The flourishing economy of Haarlem and the religious tolerance which prevailed after the withdrawal of Spanish troops in 1576 attracted many refugees, particularly from what is now Belgium, and fostered a great cultural flowering. In 1583 Carel van Mander, a Flemish painter, came to Haarlem and, influenced by his study of Italian Renaissance art, developed the practice of painting large pictures on Biblical and historical themes, based on a profound knowledge of anatomy. With Hendrick Goltzius and Cornelis Cornelisz he founded the "Haarlem Academy", which marks the high point of Dutch Mannerism. Of particular significance in this respect were the allegorical and mythological figures in rather contrived postures painted by Cornelisz, particularly in erotic scenes.
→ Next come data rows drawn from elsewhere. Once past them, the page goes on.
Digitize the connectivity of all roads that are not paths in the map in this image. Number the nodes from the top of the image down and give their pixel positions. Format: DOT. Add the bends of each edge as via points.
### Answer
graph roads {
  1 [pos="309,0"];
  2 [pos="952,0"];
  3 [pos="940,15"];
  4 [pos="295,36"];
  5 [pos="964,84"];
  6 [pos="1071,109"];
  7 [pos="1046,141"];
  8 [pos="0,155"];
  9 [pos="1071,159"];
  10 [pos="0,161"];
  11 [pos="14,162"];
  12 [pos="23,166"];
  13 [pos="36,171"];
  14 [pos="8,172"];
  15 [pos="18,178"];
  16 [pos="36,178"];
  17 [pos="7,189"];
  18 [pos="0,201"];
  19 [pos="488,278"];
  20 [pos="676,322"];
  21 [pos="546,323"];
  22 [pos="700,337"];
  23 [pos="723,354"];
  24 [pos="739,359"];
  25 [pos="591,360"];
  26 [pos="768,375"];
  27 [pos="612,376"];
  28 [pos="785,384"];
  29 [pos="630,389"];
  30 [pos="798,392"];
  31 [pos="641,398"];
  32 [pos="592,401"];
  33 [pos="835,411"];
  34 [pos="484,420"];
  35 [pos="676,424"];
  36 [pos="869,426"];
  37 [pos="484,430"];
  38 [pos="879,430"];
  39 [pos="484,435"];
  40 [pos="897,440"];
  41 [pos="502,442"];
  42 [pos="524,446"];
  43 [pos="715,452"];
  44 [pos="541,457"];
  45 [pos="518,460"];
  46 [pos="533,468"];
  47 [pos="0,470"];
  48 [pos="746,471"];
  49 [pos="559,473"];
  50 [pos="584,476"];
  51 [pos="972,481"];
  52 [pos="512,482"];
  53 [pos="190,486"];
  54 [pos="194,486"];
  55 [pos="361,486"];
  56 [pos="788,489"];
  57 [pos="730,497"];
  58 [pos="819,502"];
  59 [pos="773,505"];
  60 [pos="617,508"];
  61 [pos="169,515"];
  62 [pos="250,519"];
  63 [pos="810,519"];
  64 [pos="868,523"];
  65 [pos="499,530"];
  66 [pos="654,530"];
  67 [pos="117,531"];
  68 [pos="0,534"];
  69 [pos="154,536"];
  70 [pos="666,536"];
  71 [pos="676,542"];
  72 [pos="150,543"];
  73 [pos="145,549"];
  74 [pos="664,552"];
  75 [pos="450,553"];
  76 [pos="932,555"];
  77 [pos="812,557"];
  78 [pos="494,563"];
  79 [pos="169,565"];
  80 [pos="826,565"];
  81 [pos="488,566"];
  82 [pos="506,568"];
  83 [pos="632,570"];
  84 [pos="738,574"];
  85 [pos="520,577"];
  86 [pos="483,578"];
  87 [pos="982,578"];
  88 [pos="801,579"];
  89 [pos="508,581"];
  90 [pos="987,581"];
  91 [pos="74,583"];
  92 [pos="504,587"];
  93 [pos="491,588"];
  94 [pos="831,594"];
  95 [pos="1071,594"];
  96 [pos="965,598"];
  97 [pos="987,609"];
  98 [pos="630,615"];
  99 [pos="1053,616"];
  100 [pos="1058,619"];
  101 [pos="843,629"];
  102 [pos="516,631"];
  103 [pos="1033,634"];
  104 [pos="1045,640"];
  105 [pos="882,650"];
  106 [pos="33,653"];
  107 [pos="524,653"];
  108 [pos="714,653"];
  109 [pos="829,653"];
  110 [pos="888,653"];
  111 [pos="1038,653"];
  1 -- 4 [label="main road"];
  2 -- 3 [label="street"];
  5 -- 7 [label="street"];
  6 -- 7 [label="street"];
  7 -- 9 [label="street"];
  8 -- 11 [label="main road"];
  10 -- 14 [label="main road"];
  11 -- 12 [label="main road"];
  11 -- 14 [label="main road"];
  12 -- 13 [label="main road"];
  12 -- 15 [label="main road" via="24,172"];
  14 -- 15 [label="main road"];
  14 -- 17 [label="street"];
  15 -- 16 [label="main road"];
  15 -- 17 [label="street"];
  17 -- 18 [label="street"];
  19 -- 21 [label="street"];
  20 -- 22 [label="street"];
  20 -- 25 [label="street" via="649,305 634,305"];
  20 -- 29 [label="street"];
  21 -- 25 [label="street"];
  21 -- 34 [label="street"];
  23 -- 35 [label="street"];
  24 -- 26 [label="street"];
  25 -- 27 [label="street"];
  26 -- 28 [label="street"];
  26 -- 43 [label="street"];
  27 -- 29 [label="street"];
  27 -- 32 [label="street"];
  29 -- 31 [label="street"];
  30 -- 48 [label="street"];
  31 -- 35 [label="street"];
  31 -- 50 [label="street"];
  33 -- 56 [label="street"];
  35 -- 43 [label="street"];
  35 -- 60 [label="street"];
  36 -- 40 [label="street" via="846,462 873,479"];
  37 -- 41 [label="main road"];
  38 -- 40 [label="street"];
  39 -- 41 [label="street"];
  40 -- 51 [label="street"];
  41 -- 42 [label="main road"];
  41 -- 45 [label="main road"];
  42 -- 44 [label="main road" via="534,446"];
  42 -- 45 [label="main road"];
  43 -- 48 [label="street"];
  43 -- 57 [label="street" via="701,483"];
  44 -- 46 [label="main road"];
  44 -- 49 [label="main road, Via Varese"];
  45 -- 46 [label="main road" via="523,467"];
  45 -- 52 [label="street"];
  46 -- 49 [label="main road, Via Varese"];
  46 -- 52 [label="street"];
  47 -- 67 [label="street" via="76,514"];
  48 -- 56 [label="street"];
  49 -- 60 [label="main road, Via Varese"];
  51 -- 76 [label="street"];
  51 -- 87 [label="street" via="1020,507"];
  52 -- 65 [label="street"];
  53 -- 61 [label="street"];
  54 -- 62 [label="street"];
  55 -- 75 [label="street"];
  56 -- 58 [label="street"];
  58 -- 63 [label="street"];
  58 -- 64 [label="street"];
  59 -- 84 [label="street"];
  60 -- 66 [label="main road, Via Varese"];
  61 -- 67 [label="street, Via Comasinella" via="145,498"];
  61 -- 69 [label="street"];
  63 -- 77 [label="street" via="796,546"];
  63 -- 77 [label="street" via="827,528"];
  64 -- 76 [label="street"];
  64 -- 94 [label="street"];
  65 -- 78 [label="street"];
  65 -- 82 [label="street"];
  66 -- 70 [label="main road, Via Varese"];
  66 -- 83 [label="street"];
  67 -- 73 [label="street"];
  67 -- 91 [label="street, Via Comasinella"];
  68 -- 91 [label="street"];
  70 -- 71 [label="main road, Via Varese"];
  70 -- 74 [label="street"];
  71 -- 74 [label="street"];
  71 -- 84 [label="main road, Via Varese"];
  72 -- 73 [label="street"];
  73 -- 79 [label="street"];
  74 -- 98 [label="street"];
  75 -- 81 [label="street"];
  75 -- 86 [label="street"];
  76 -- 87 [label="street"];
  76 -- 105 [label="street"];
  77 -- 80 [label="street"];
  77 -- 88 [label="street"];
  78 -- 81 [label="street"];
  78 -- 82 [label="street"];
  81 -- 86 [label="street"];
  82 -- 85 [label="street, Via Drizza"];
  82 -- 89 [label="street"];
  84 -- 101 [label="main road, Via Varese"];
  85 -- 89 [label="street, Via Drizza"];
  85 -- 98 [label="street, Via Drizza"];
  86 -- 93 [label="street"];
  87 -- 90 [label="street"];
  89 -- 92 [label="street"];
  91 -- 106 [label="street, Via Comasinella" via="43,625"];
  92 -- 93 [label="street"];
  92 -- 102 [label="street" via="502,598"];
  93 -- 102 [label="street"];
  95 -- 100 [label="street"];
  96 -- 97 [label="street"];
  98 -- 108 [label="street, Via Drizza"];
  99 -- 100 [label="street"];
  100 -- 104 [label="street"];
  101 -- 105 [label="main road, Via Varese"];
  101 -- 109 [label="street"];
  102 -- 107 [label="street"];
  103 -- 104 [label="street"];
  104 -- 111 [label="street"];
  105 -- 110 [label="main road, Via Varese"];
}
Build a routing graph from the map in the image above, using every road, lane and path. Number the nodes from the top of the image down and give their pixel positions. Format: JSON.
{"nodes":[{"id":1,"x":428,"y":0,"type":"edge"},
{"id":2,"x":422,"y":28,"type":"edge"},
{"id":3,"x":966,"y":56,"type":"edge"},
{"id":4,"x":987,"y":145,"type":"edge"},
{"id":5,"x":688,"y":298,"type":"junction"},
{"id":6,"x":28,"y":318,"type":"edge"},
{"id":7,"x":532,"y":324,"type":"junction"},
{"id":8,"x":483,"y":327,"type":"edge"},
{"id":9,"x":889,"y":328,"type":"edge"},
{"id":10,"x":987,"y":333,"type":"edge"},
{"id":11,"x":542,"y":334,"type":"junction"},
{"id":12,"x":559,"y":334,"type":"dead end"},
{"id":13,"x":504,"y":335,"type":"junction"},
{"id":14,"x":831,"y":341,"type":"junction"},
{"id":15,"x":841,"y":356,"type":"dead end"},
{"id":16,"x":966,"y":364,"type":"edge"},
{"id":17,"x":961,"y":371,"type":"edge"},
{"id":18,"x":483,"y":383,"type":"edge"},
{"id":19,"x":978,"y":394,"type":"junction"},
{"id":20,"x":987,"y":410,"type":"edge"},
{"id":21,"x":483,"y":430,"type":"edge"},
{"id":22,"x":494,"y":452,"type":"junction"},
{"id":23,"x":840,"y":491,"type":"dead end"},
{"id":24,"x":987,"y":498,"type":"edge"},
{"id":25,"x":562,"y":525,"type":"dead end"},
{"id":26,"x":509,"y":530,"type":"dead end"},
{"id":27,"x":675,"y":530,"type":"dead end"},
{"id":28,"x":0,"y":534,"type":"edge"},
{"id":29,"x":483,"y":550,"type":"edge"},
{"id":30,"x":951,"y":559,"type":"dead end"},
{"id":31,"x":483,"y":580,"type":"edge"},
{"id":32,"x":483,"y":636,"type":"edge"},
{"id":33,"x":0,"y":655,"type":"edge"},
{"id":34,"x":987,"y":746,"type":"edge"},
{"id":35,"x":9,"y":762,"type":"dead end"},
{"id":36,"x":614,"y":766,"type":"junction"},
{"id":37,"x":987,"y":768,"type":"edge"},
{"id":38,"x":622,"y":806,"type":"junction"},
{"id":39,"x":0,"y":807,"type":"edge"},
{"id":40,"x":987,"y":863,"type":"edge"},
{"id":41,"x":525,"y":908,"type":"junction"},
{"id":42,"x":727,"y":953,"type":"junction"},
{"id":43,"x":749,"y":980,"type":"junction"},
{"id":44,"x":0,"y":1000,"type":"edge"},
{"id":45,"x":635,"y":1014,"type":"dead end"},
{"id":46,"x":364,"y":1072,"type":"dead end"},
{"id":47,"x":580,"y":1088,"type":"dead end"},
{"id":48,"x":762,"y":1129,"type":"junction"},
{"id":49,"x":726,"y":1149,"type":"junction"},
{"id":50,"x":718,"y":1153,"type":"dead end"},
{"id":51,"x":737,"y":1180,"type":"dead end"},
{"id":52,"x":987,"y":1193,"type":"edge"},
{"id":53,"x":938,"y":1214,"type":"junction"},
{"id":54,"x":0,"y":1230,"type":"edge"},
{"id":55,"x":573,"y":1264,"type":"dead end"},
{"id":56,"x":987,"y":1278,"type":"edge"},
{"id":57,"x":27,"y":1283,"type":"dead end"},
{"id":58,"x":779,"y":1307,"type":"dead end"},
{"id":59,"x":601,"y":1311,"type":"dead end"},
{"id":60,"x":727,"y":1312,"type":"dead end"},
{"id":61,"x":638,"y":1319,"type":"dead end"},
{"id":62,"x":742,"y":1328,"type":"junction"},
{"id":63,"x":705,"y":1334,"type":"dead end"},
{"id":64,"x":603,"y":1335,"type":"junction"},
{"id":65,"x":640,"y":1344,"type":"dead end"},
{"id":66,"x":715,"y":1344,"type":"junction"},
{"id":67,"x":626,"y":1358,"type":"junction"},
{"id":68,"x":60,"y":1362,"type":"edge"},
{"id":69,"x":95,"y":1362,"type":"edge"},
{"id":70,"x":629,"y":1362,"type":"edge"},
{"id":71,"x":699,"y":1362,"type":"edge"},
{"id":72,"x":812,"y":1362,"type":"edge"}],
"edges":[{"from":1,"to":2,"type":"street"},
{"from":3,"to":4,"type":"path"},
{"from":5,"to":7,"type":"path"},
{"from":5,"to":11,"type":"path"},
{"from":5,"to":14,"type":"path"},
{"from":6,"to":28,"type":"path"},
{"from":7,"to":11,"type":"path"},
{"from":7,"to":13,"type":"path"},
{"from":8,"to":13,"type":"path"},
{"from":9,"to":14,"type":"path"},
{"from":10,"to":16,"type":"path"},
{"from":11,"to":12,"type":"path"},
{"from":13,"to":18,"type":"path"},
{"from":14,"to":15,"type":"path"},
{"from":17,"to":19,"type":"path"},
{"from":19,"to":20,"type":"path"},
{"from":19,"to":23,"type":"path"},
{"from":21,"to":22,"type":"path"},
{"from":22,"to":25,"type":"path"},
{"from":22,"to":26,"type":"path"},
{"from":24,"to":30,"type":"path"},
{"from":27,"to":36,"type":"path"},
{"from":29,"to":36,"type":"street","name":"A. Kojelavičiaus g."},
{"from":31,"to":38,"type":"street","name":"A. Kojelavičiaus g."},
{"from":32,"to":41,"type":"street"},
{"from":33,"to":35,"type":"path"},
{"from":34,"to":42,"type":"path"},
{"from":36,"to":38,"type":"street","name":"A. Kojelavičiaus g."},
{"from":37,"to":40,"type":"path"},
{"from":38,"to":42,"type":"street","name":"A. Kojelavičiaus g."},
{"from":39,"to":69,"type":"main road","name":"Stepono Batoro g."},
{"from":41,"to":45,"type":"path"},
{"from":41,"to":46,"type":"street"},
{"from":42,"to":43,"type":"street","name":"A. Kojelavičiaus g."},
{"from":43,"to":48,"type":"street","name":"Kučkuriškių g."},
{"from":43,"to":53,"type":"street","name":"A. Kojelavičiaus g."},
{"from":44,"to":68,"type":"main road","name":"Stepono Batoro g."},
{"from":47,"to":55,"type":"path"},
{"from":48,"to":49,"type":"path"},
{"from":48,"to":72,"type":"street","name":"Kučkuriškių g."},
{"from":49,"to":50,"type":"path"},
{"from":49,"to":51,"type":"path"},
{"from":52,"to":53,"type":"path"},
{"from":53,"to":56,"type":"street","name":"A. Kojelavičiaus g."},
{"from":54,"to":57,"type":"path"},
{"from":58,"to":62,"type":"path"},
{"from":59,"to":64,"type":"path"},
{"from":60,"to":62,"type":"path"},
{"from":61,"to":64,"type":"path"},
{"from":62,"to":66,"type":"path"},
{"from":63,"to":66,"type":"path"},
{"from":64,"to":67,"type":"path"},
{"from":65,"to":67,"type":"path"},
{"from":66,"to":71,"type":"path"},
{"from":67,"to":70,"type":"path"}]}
His group portraits of marksmen's guilds prepared the way for Frans Hals, the liveliest and most expressive of all Dutch painters, whose group portraits of marksmen and regents rank as the principal treasures of the museum.

Frans Hals Museum Collection

The first groups to commission portraits of this kind seem to have been the marksmen's guilds - companies of volunteers, elected every three years from among the more prosperous citizens to form a kind of civic militia or town guard. The first group portraits (doelenstukken), painted in Amsterdam in the early 16th century, were merely an assemblage of individual portraits. Frans Hals contrived to combine the individual members of the group in a dynamic scene of action with something of the effect of a snapshot, as in his pictures of the farewell banquets of the marksmen's guilds of St George (1616) and St Adrian (1627).
Frans Hals also painted group portraits of regents (the governors of merchants' guilds and charitable institutions), such as his portraits of the regents and regentesses of the old men's home (both painted in 1664). The collection also includes many 17th century portraits, still lifes, genre scenes and landscapes (Adriaen van Ostade, Jacob van Ruisdael, Johannes Verspronck, Jan de Bray, Pieter Claesz, Willem Heda, etc.), as well as Haarlem silver, an old doll's house and a reconstruction of a pharmacy with jars of Delft ware.

Frans Hals Museum Modern Art

Frabs Hals Museum's collection of modern and contemporary art includes pictures, sculpture, textiles, ceramics and graphic art by artists from Haarlem and the surrounding area including Isaac Israël, Jan Sluyters, Karel Appel, Reinier Lucassen and Herman Kruyder.